* _Dataset content_
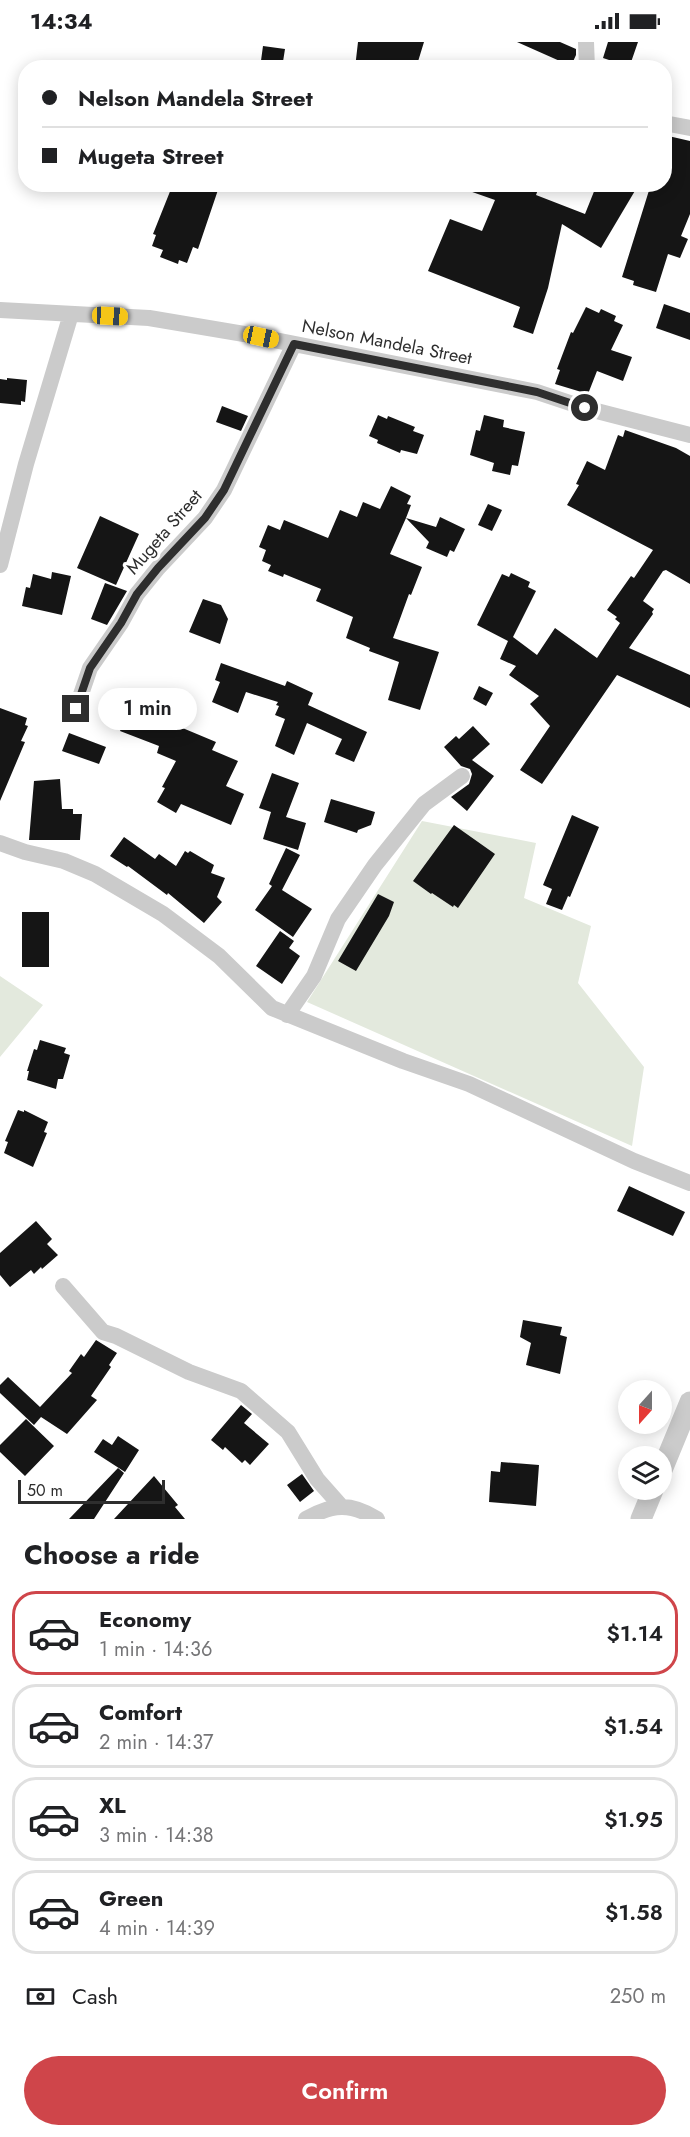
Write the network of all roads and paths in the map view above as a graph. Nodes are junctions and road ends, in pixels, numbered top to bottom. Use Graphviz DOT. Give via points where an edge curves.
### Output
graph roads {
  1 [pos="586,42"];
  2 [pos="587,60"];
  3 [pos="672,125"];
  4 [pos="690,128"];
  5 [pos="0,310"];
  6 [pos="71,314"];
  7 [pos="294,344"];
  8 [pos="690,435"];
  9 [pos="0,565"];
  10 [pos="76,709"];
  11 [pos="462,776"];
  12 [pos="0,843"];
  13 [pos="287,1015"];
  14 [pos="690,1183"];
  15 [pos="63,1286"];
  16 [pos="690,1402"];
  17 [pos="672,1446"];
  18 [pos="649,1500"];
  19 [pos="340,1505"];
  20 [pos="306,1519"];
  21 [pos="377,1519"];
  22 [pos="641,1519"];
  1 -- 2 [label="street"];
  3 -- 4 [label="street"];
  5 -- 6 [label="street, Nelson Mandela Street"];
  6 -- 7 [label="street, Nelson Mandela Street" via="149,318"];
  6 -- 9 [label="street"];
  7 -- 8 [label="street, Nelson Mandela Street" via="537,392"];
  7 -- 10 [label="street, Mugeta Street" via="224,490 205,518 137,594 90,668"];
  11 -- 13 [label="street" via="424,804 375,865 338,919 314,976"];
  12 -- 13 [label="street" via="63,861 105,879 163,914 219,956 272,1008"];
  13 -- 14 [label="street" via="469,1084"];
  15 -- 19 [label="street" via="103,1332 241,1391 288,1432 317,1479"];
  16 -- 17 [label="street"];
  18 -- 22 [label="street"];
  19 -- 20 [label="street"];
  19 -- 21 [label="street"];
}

* _Task requirements_
Skipping all images, output the listing exactly.

* _Completed exercise_
Write the network of all roads and paths in the map view above as a graph. Nodes are junctions and road ends, in pixels, numbered top to bottom. Use Graphviz DOT. Give via points where an edge curves.
### Output
graph roads {
  1 [pos="586,42"];
  2 [pos="587,60"];
  3 [pos="672,125"];
  4 [pos="690,128"];
  5 [pos="0,310"];
  6 [pos="71,314"];
  7 [pos="294,344"];
  8 [pos="690,435"];
  9 [pos="0,565"];
  10 [pos="76,709"];
  11 [pos="462,776"];
  12 [pos="0,843"];
  13 [pos="287,1015"];
  14 [pos="690,1183"];
  15 [pos="63,1286"];
  16 [pos="690,1402"];
  17 [pos="672,1446"];
  18 [pos="649,1500"];
  19 [pos="340,1505"];
  20 [pos="306,1519"];
  21 [pos="377,1519"];
  22 [pos="641,1519"];
  1 -- 2 [label="street"];
  3 -- 4 [label="street"];
  5 -- 6 [label="street, Nelson Mandela Street"];
  6 -- 7 [label="street, Nelson Mandela Street" via="149,318"];
  6 -- 9 [label="street"];
  7 -- 8 [label="street, Nelson Mandela Street" via="537,392"];
  7 -- 10 [label="street, Mugeta Street" via="224,490 205,518 137,594 90,668"];
  11 -- 13 [label="street" via="424,804 375,865 338,919 314,976"];
  12 -- 13 [label="street" via="63,861 105,879 163,914 219,956 272,1008"];
  13 -- 14 [label="street" via="469,1084"];
  15 -- 19 [label="street" via="103,1332 241,1391 288,1432 317,1479"];
  16 -- 17 [label="street"];
  18 -- 22 [label="street"];
  19 -- 20 [label="street"];
  19 -- 21 [label="street"];
}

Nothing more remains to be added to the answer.